Music and Barbies were my life at that point. Not much else outside the house to speak of. I grew up in the 80s so, I listened to my music. I couldn't keep a journal because it would've been invaded by my mother all the time.


----------



## Ruth n Jersey (May 9, 2020)

Don't slam the door,don't run,walk. Stand up straight,I guess I was a sloucher. 
My mom also had a thing about sitting on the edge of the bed to dress or to put on my shoes. She said it broke down the side of the bed. I had a chair in my room just for that purpose which I hated to use.
Another big one was to remember to turn off the lights when I left the room.

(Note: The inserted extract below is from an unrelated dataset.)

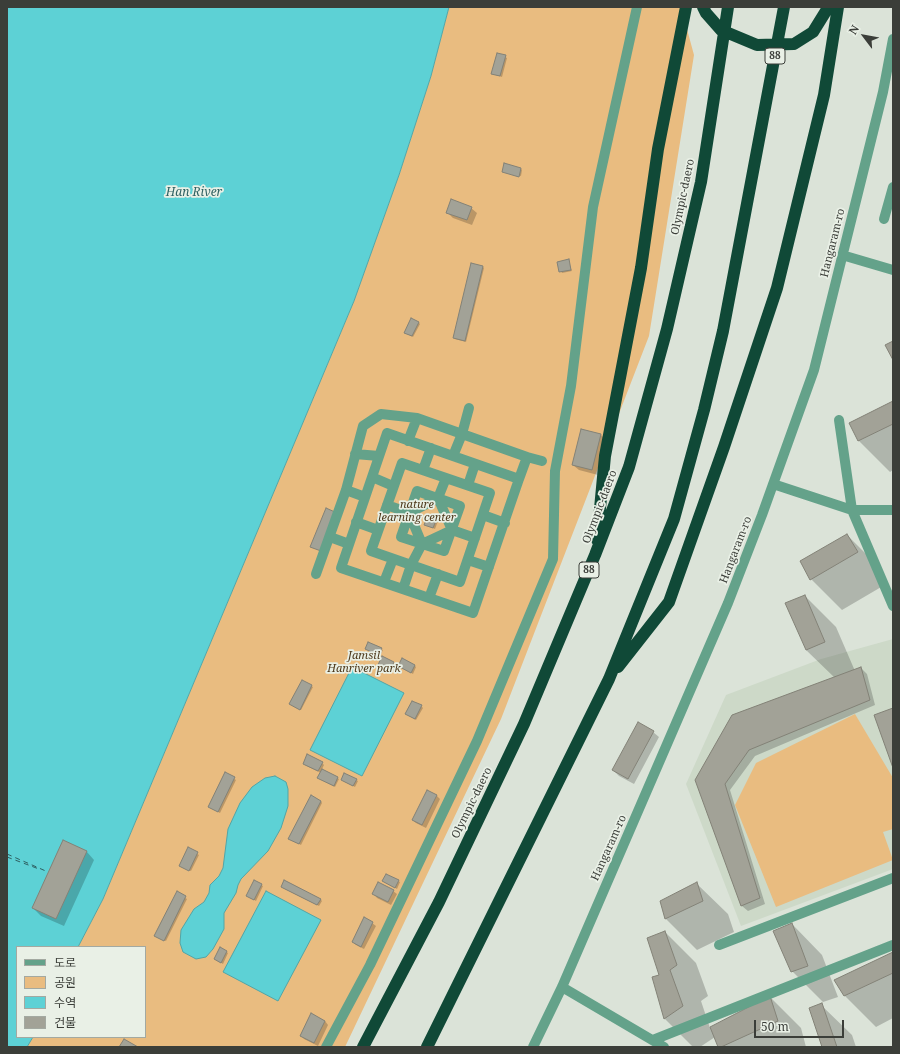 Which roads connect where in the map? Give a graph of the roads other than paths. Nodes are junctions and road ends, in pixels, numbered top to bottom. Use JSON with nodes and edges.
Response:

She said she didn't want to make the electric company rich.


----------



## Aunt Marg (May 9, 2020)

MarciKS said:


> Music and Barbies were my life at that point. Not much else outside the house to speak of. I grew up in the 80s so, I listened to my music. I couldn't keep a journal because it would've been invaded by my mother all the time.

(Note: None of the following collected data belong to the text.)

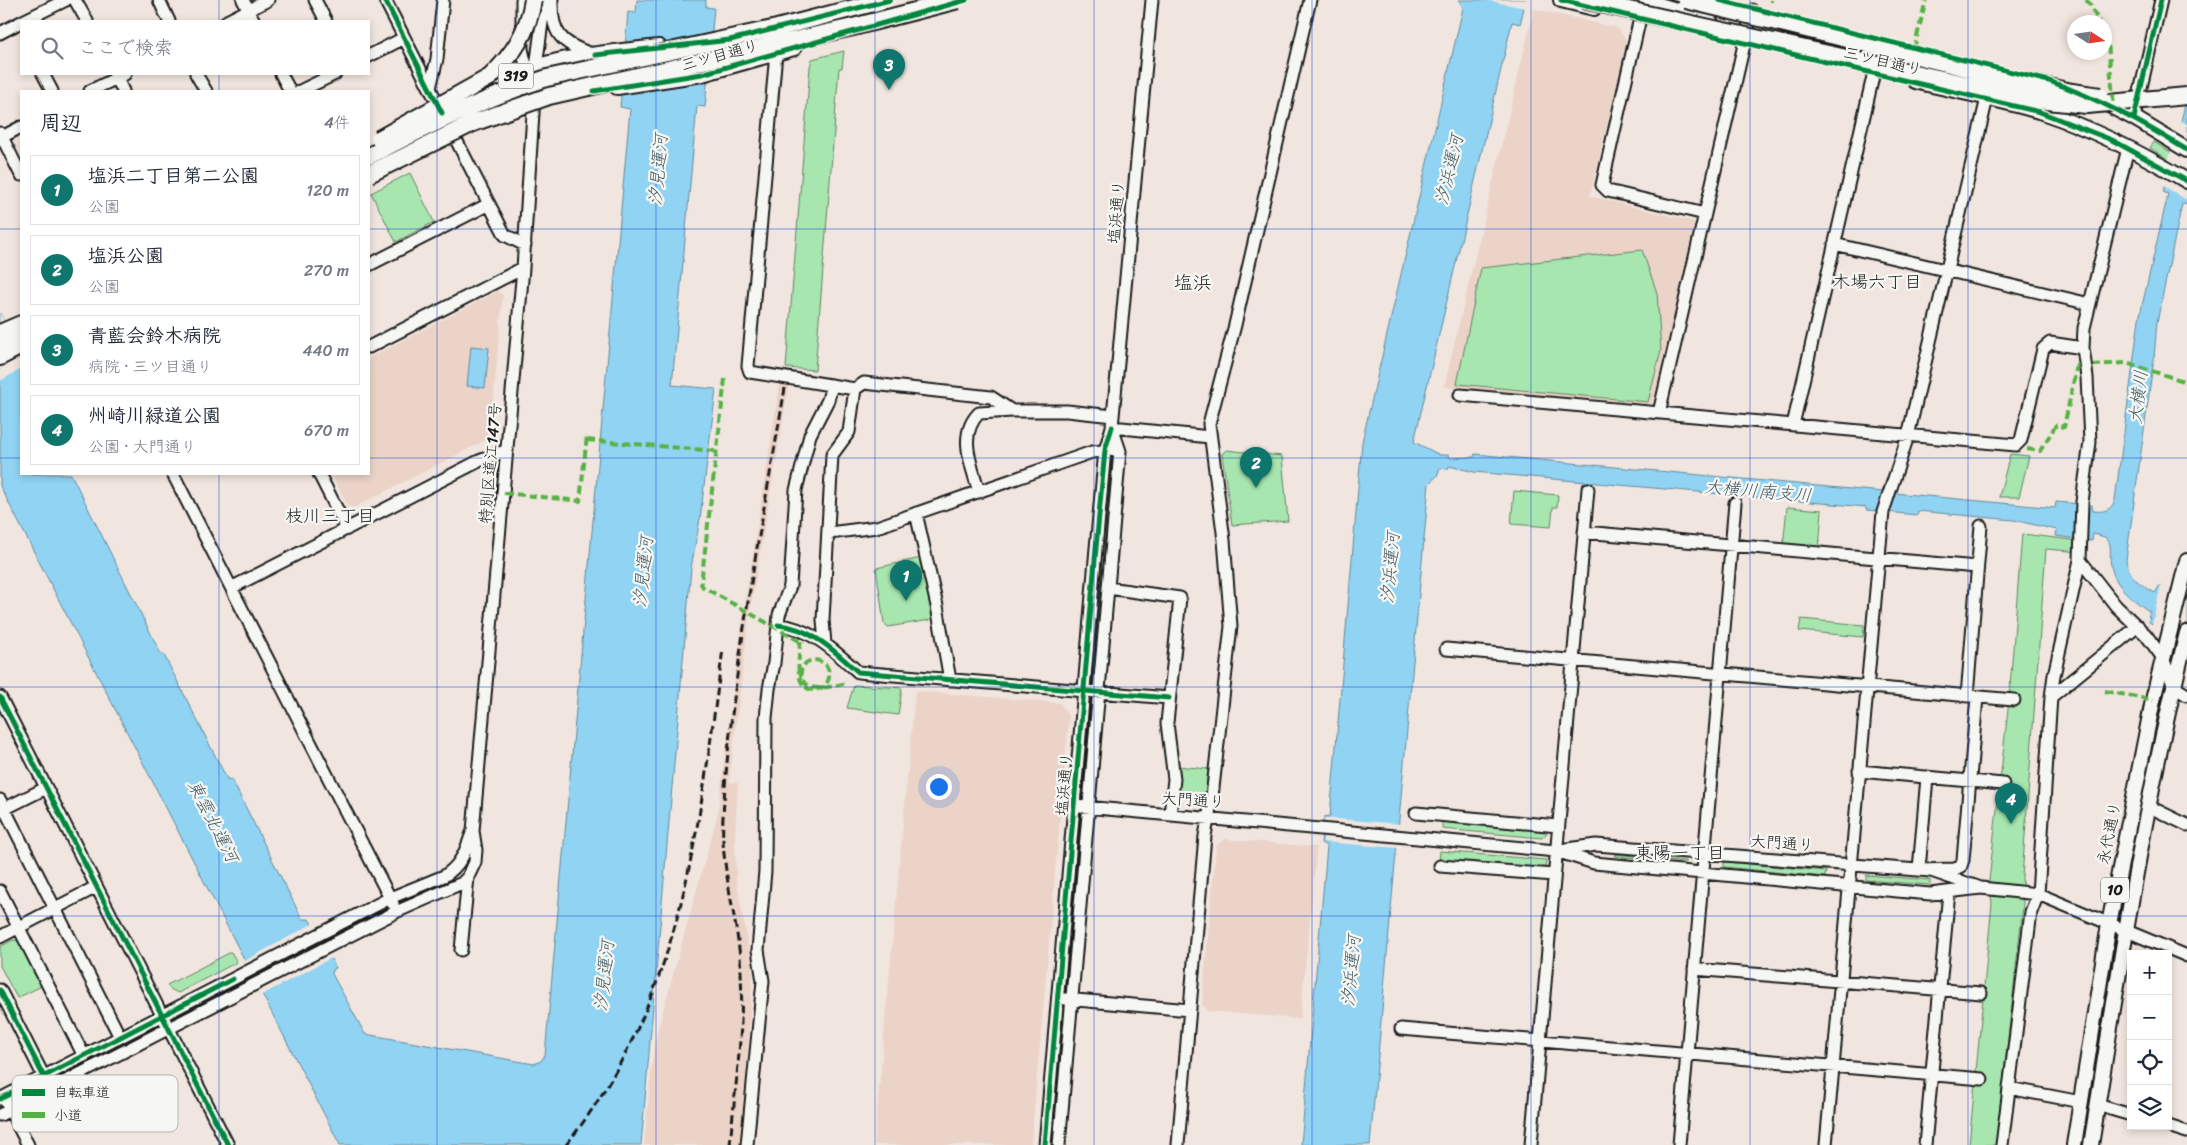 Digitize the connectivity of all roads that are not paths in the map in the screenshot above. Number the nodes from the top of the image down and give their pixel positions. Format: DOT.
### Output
graph roads {
  1 [pos="66,0"];
  2 [pos="75,0"];
  3 [pos="159,0"];
  4 [pos="268,0"];
  5 [pos="315,0"];
  6 [pos="385,0"];
  7 [pos="443,0"];
  8 [pos="522,0"];
  9 [pos="533,0"];
  10 [pos="545,0"];
  11 [pos="552,0"];
  12 [pos="885,0"];
  13 [pos="890,0"];
  14 [pos="937,0"];
  15 [pos="958,0"];
  16 [pos="966,0"];
  17 [pos="1152,0"];
  18 [pos="1310,0"];
  19 [pos="1561,0"];
  20 [pos="1583,0"];
  21 [pos="1639,0"];
  22 [pos="1686,0"];
  23 [pos="1718,0"];
  24 [pos="2161,0"];
  25 [pos="246,5"];
  26 [pos="1752,8"];
  27 [pos="1640,18"];
  28 [pos="28,20"];
  29 [pos="86,20"];
  30 [pos="169,20"];
  31 [pos="228,20"];
  32 [pos="254,20"];
  33 [pos="325,20"];
  34 [pos="20,24"];
  35 [pos="853,27"];
  36 [pos="0,33"];
  37 [pos="404,38"];
  38 [pos="1882,40"];
  39 [pos="1745,42"];
  40 [pos="776,53"];
  41 [pos="370,55"];
  42 [pos="595,55"];
  43 [pos="531,69"];
  44 [pos="1874,72"];
  45 [pos="44,75"];
  46 [pos="119,75"];
  47 [pos="197,75"];
  48 [pos="282,75"];
  49 [pos="333,75"];
  50 [pos="430,88"];
  51 [pos="51,90"];
  52 [pos="92,90"];
  53 [pos="124,90"];
  54 [pos="205,90"];
  55 [pos="289,90"];
  56 [pos="302,90"];
  57 [pos="2187,95"];
  58 [pos="534,97"];
  59 [pos="1987,98"];
  60 [pos="442,113"];
  61 [pos="2134,118"];
  62 [pos="20,127"];
  63 [pos="451,130"];
  64 [pos="1,135"];
  65 [pos="370,144"];
  66 [pos="2128,148"];
  67 [pos="370,150"];
  68 [pos="2187,150"];
  69 [pos="370,156"];
  70 [pos="370,172"];
  71 [pos="20,173"];
  72 [pos="370,173"];
  73 [pos="2187,181"];
  74 [pos="489,204"];
  75 [pos="1705,214"];
  76 [pos="525,244"];
  77 [pos="1834,244"];
  78 [pos="370,264"];
  79 [pos="523,268"];
  80 [pos="1946,270"];
  81 [pos="2090,304"];
  82 [pos="13,328"];
  83 [pos="0,342"];
  84 [pos="370,346"];
  85 [pos="20,347"];
  86 [pos="2083,348"];
  87 [pos="20,352"];
  88 [pos="0,357"];
  89 [pos="0,363"];
  90 [pos="832,385"];
  91 [pos="855,389"];
  92 [pos="1460,395"];
  93 [pos="1012,411"];
  94 [pos="1659,413"];
  95 [pos="1113,421"];
  96 [pos="1793,425"];
  97 [pos="1908,436"];
  98 [pos="1210,437"];
  99 [pos="507,450"];
  100 [pos="1106,450"];
  101 [pos="1120,451"];
  102 [pos="174,475"];
  103 [pos="320,475"];
  104 [pos="1588,489"];
  105 [pos="979,492"];
  106 [pos="1735,503"];
  107 [pos="916,514"];
  108 [pos="1981,526"];
  109 [pos="347,529"];
  110 [pos="1584,532"];
  111 [pos="828,533"];
  112 [pos="1731,545"];
  113 [pos="1878,558"];
  114 [pos="2080,560"];
  115 [pos="2187,561"];
  116 [pos="1977,567"];
  117 [pos="2185,580"];
  118 [pos="232,587"];
  119 [pos="1108,588"];
  120 [pos="778,625"];
  121 [pos="2138,626"];
  122 [pos="2187,633"];
  123 [pos="825,644"];
  124 [pos="1446,649"];
  125 [pos="2163,658"];
  126 [pos="1573,660"];
  127 [pos="1720,674"];
  128 [pos="950,680"];
  129 [pos="1867,687"];
  130 [pos="2174,687"];
  131 [pos="1085,691"];
  132 [pos="1099,691"];
  133 [pos="2187,695"];
  134 [pos="1972,696"];
  135 [pos="2051,697"];
  136 [pos="1170,698"];
  137 [pos="2014,700"];
  138 [pos="1,703"];
  139 [pos="1859,771"];
  140 [pos="1927,777"];
  141 [pos="1970,781"];
  142 [pos="2002,784"];
  143 [pos="46,788"];
  144 [pos="1075,806"];
  145 [pos="2,807"];
  146 [pos="2150,807"];
  147 [pos="1088,808"];
  148 [pos="1416,813"];
  149 [pos="1170,815"];
  150 [pos="1208,817"];
  151 [pos="2187,825"];
  152 [pos="1558,826"];
  153 [pos="473,831"];
  154 [pos="1556,851"];
  155 [pos="1704,853"];
  156 [pos="1851,865"];
  157 [pos="1440,866"];
  158 [pos="1919,870"];
  159 [pos="1702,873"];
  160 [pos="1554,875"];
  161 [pos="468,877"];
  162 [pos="96,886"];
  163 [pos="1849,887"];
  164 [pos="1981,888"];
  165 [pos="0,890"];
  166 [pos="1948,892"];
  167 [pos="2038,894"];
  168 [pos="390,898"];
  169 [pos="54,908"];
  170 [pos="396,912"];
  171 [pos="2108,924"];
  172 [pos="18,928"];
  173 [pos="2126,931"];
  174 [pos="0,936"];
  175 [pos="461,950"];
  176 [pos="2187,956"];
  177 [pos="1694,969"];
  178 [pos="1840,981"];
  179 [pos="0,990"];
  180 [pos="1940,990"];
  181 [pos="1981,993"];
  182 [pos="1058,998"];
  183 [pos="1072,999"];
  184 [pos="1190,1010"];
  185 [pos="163,1015"];
  186 [pos="170,1028"];
  187 [pos="1401,1029"];
  188 [pos="120,1037"];
  189 [pos="1540,1040"];
  190 [pos="1687,1053"];
  191 [pos="84,1056"];
  192 [pos="1833,1066"];
  193 [pos="43,1075"];
  194 [pos="48,1075"];
  195 [pos="79,1075"];
  196 [pos="1932,1075"];
  197 [pos="1982,1079"];
  198 [pos="2009,1088"];
  199 [pos="1,1096"];
  200 [pos="2081,1102"];
  201 [pos="2097,1105"];
  202 [pos="5,1113"];
  203 [pos="2127,1114"];
  204 [pos="2172,1127"];
  205 [pos="19,1132"];
  206 [pos="2187,1132"];
  207 [pos="28,1145"];
  208 [pos="228,1145"];
  209 [pos="747,1145"];
  210 [pos="1045,1145"];
  211 [pos="1059,1145"];
  212 [pos="1178,1145"];
  213 [pos="1531,1145"];
  214 [pos="1679,1145"];
  215 [pos="1826,1145"];
  216 [pos="1925,1145"];
  217 [pos="2002,1145"];
  218 [pos="2074,1145"];
  219 [pos="2090,1145"];
  1 -- 28 [label="street"];
  2 -- 29 [label="street"];
  3 -- 30 [label="street"];
  4 -- 25 [label="street"];
  5 -- 33 [label="street"];
  6 -- 37 [label="street"];
  7 -- 50 [label="street"];
  8 -- 43 [label="street, 特別区道江147号"];
  9 -- 65 [label="highway, bridge"];
  10 -- 43 [label="street, 特別区道江147号"];
  11 -- 42 [label="street"];
  12 -- 69 [label="highway, bridge"];
  13 -- 42 [label="main road, 三ツ目通り / 319, bridge"];
  14 -- 35 [label="highway, bridge"];
  15 -- 35 [label="highway, bridge"];
  16 -- 40 [label="main road, 三ツ目通り / 319"];
  17 -- 95 [label="street, 塩浜通り"];
  18 -- 98 [label="street"];
  19 -- 27 [label="main road, 三ツ目通り"];
  20 -- 57 [label="highway, bridge"];
  21 -- 39 [label="highway"];
  22 -- 57 [label="highway, bridge"];
  23 -- 26 [label="main road, 三ツ目通り"];
  24 -- 61 [label="street"];
  25 -- 31 [label="street"];
  25 -- 32 [label="street"];
  26 -- 38 [label="main road, 三ツ目通り"];
  26 -- 39 [label="street"];
  27 -- 39 [label="main road, 三ツ目通り"];
  27 -- 75 [label="street"];
  34 -- 36 [label="street"];
  35 -- 72 [label="highway, bridge"];
  37 -- 41 [label="street"];
  37 -- 50 [label="street"];
  38 -- 44 [label="street"];
  38 -- 61 [label="main road, 三ツ目通り"];
  39 -- 44 [label="main road, 三ツ目通り"];
  39 -- 75 [label="street"];
  40 -- 58 [label="main road, 三ツ目通り / 319"];
  40 -- 90 [label="street"];
  42 -- 43 [label="main road, 三ツ目通り / 319"];
  43 -- 58 [label="street, 特別区道江147号"];
  43 -- 60 [label="main road, 三ツ目通り / 319"];
  44 -- 59 [label="main road, 三ツ目通り"];
  44 -- 77 [label="street"];
  45 -- 51 [label="street"];
  46 -- 52 [label="street"];
  46 -- 53 [label="street"];
  47 -- 54 [label="street"];
  48 -- 55 [label="street"];
  49 -- 56 [label="street"];
  50 -- 60 [label="street"];
  58 -- 63 [label="main road, 三ツ目通り / 319"];
  58 -- 76 [label="street, 特別区道江147号"];
  59 -- 66 [label="main road, 三ツ目通り"];
  59 -- 80 [label="street"];
  60 -- 63 [label="street"];
  60 -- 67 [label="main road, 三ツ目通り / 319"];
  61 -- 68 [label="main road, 三ツ目通り"];
  62 -- 64 [label="street"];
  63 -- 70 [label="main road, 三ツ目通り / 319"];
  63 -- 74 [label="street"];
  64 -- 71 [label="street"];
  66 -- 73 [label="main road, 三ツ目通り"];
  66 -- 81 [label="street"];
  74 -- 76 [label="street"];
  74 -- 78 [label="street"];
  75 -- 94 [label="street"];
  76 -- 79 [label="street, 特別区道江147号"];
  77 -- 80 [label="street"];
  77 -- 96 [label="street"];
  79 -- 84 [label="street"];
  79 -- 99 [label="street, 特別区道江147号"];
  80 -- 81 [label="street"];
  80 -- 97 [label="street"];
  81 -- 86 [label="street"];
  82 -- 83 [label="highway"];
  85 -- 88 [label="highway"];
  86 -- 97 [label="street"];
  86 -- 114 [label="street"];
  87 -- 89 [label="main road"];
  90 -- 91 [label="street"];
  90 -- 120 [label="street"];
  91 -- 93 [label="street"];
  91 -- 111 [label="street"];
  92 -- 94 [label="street"];
  93 -- 95 [label="street"];
  93 -- 105 [label="street"];
  94 -- 96 [label="street"];
  95 -- 98 [label="street"];
  95 -- 100 [label="street, 塩浜通り"];
  95 -- 101 [label="street, 塩浜通り"];
  96 -- 97 [label="street"];
  97 -- 113 [label="street"];
  98 -- 150 [label="street"];
  99 -- 109 [label="street"];
  99 -- 153 [label="street, 特別区道江147号"];
  100 -- 101 [label="street"];
  100 -- 105 [label="street"];
  100 -- 131 [label="street, 塩浜通り"];
  101 -- 119 [label="street, 塩浜通り"];
  102 -- 118 [label="street"];
  103 -- 109 [label="street"];
  104 -- 110 [label="street"];
  105 -- 107 [label="street"];
  106 -- 112 [label="street"];
  107 -- 111 [label="street"];
  107 -- 128 [label="street"];
  108 -- 116 [label="street"];
  109 -- 118 [label="street"];
  110 -- 112 [label="street"];
  110 -- 126 [label="street"];
  111 -- 123 [label="street"];
  112 -- 113 [label="street"];
  112 -- 127 [label="street"];
  113 -- 116 [label="street"];
  113 -- 129 [label="street"];
  114 -- 121 [label="street"];
  114 -- 135 [label="street"];
  115 -- 117 [label="main road, 永代通り / 10"];
  116 -- 134 [label="street"];
  117 -- 125 [label="main road, 永代通り / 10"];
  118 -- 168 [label="street"];
  119 -- 132 [label="street, 塩浜通り"];
  119 -- 136 [label="street"];
  120 -- 123 [label="street"];
  120 -- 209 [label="street"];
  121 -- 125 [label="street"];
  121 -- 135 [label="street"];
  122 -- 130 [label="main road, 10"];
  123 -- 128 [label="street"];
  124 -- 126 [label="street"];
  125 -- 130 [label="street"];
  125 -- 171 [label="main road, 永代通り / 10"];
  126 -- 127 [label="street"];
  126 -- 152 [label="street"];
  127 -- 129 [label="street"];
  127 -- 155 [label="street"];
  128 -- 131 [label="street"];
  129 -- 134 [label="street"];
  129 -- 139 [label="street"];
  130 -- 133 [label="street"];
  130 -- 146 [label="main road, 10"];
  131 -- 132 [label="street"];
  131 -- 144 [label="street, 塩浜通り"];
  132 -- 136 [label="street"];
  132 -- 147 [label="street, 塩浜通り"];
  134 -- 137 [label="street"];
  134 -- 141 [label="street"];
  135 -- 167 [label="street"];
  136 -- 149 [label="street"];
  138 -- 143 [label="street"];
  139 -- 140 [label="street"];
  139 -- 156 [label="street"];
  140 -- 141 [label="street"];
  140 -- 158 [label="street"];
  141 -- 142 [label="street"];
  141 -- 158 [label="street"];
  143 -- 145 [label="street"];
  143 -- 162 [label="street"];
  144 -- 147 [label="street, 大門通り"];
  144 -- 182 [label="street, 塩浜通り"];
  145 -- 169 [label="street"];
  146 -- 151 [label="street"];
  146 -- 173 [label="main road, 10"];
  147 -- 149 [label="street, 大門通り"];
  147 -- 183 [label="street, 塩浜通り"];
  148 -- 152 [label="street"];
  149 -- 150 [label="street, 大門通り"];
  150 -- 154 [label="street, 大門通り"];
  150 -- 184 [label="street"];
  152 -- 154 [label="street"];
  153 -- 161 [label="street, 特別区道江147号"];
  153 -- 168 [label="street, 特別区道江147号"];
  154 -- 155 [label="street, 大門通り"];
  154 -- 159 [label="street, 大門通り"];
  154 -- 160 [label="street"];
  155 -- 156 [label="street, 大門通り"];
  155 -- 159 [label="street"];
  156 -- 158 [label="street, 大門通り"];
  156 -- 163 [label="street"];
  157 -- 160 [label="street"];
  158 -- 164 [label="street, 大門通り"];
  159 -- 163 [label="street, 大門通り"];
  159 -- 177 [label="street"];
  160 -- 189 [label="street"];
  161 -- 170 [label="street"];
  161 -- 175 [label="street, 特別区道江147号"];
  162 -- 169 [label="street"];
  162 -- 185 [label="street"];
  163 -- 166 [label="street, 大門通り"];
  163 -- 178 [label="street"];
  164 -- 166 [label="street, 大門通り"];
  164 -- 167 [label="street, 大門通り"];
  165 -- 172 [label="street"];
  166 -- 180 [label="street"];
  167 -- 171 [label="street, 大門通り"];
  167 -- 198 [label="street"];
  168 -- 170 [label="street"];
  168 -- 185 [label="street, 特別区道江147号"];
  169 -- 172 [label="street"];
  169 -- 188 [label="street"];
  170 -- 186 [label="street"];
  171 -- 173 [label="street, 大門通り"];
  171 -- 200 [label="main road, 永代通り / 10"];
  172 -- 174 [label="street"];
  172 -- 191 [label="street"];
  173 -- 176 [label="street, 大門通り"];
  173 -- 201 [label="main road, 10"];
  177 -- 178 [label="street"];
  177 -- 190 [label="street"];
  178 -- 180 [label="street"];
  178 -- 192 [label="street"];
  179 -- 193 [label="street"];
  180 -- 181 [label="street"];
  180 -- 196 [label="street"];
  182 -- 183 [label="street"];
  182 -- 210 [label="street, 塩浜通り"];
  183 -- 184 [label="street"];
  183 -- 211 [label="street, 塩浜通り"];
  184 -- 212 [label="street"];
  185 -- 186 [label="street"];
  185 -- 188 [label="street, 特別区道江147号"];
  186 -- 195 [label="street"];
  186 -- 208 [label="street"];
  187 -- 189 [label="street"];
  188 -- 191 [label="street, 特別区道江147号"];
  189 -- 190 [label="street"];
  189 -- 213 [label="street"];
  190 -- 192 [label="street"];
  190 -- 214 [label="street"];
  191 -- 194 [label="street, 特別区道江147号"];
  192 -- 196 [label="street"];
  192 -- 215 [label="street"];
  196 -- 197 [label="street"];
  196 -- 216 [label="street"];
  198 -- 200 [label="street"];
  198 -- 217 [label="street"];
  199 -- 202 [label="street"];
  200 -- 218 [label="main road, 永代通り / 10"];
  201 -- 203 [label="street"];
  201 -- 219 [label="main road, 10"];
  204 -- 206 [label="street"];
  205 -- 207 [label="street"];
}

Very sorry to hear that...


----------



## Aunt Marg (May 9, 2020)

Ruth n Jersey said:


> Don't slam the door,don't run,walk. Stand up straight,I guess I was a sloucher.
> My mom also had a thing about sitting on the edge of the bed to dress or to put on my shoes. She said it broke down the side of the bed. I had a chair in my room just for that purpose which I hated to use.
> Another big one was to remember to turn off the lights when I left the room. She said she didn't want to make the electric company rich.

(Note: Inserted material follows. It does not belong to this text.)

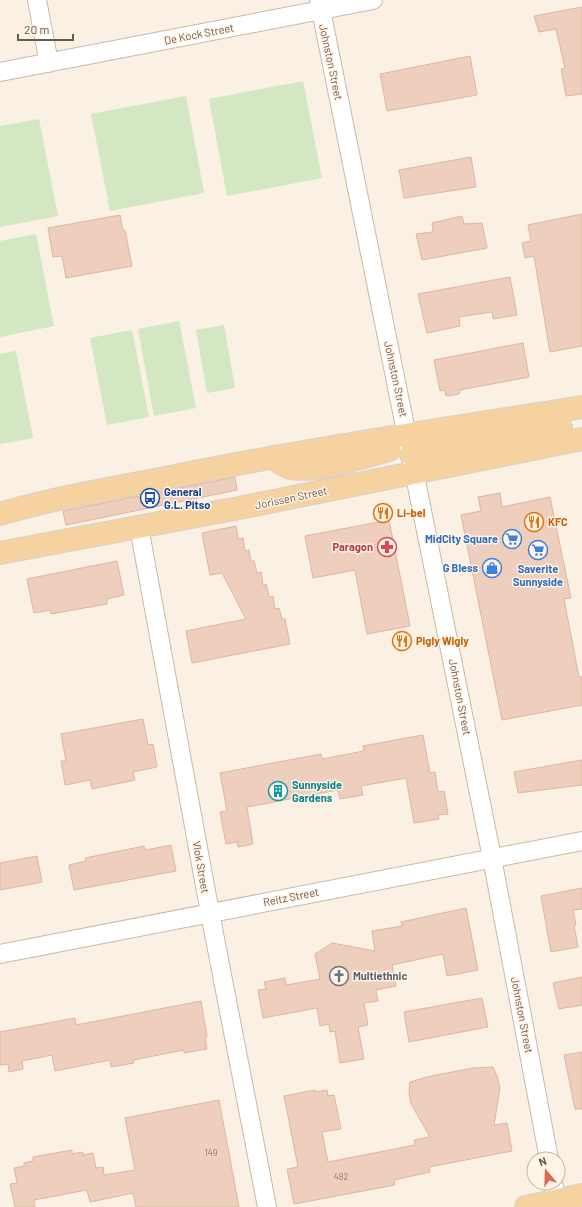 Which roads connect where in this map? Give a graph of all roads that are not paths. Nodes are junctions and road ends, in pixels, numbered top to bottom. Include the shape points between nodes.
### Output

OMG, your mom was my mom! The slouching thing, the sitting on the bed thing... I totally remember.


----------



## C'est Moi (May 9, 2020)

Personally, I think a few of these "pet peeves" should be taught now.  People are so rude and thoughtless these days.


----------



## MarciKS (May 9, 2020)

I live next to a door slammer. I wish her mother would've taught her a thing or two about that.


----------



## Fyrefox (May 10, 2020)

I couldn’t walk in front of the television set when Mother was viewing it because I “_Made a better door than a window!_”  Where doors were concerned, I always had to close them tightly and fully, lest I be asked, “_Were you born in a barn?!_”


----------



## Mister E (May 10, 2020)

Aaaaaahh ! Fond memories ........I don't think


----------



## fuzzybuddy (May 10, 2020)

One of my pet peeves when I was a kid..........

Watching the ******** "*The Wonderful World Of Color" * on a black & white TV.


----------



## hollydolly (May 10, 2020)

MarciKS said:


> Music and Barbies were my life at that point. Not much else outside the house to speak of. I grew up in the 80s so, I listened to my music. I couldn't keep a journal because it would've been invaded by my mother all the time.


You grew up in the 80's?  My daughter grew up in the 80's, but she's only just turned 44...


----------



## MarciKS (May 10, 2020)

hollydolly said:


> You grew up in the 80's?  My daughter grew up in the 80's, but she's only just turned 44...



sorry. i was in high school then. to me that was growing up. sorry for the misunderstanding.


----------



## Lee (May 10, 2020)

One thing I learned to cringe about was being compared to Jessie's boy Norman

Jessie was mom's friend and apparently her son could do no wrong. I never met Norman but I hated him. I still hate perfect people to this day.


----------



## Aunt Marg (May 10, 2020)

Lee said:


> One thing I learned to cringe about was being compared to Jessie's boy Norman
> 
> Jessie was mom's friend and apparently her son could do no wrong. I never met Norman but I hated him. I still hate perfect people to this day.


You'd love me, Lee, because I am anything but perfect!


----------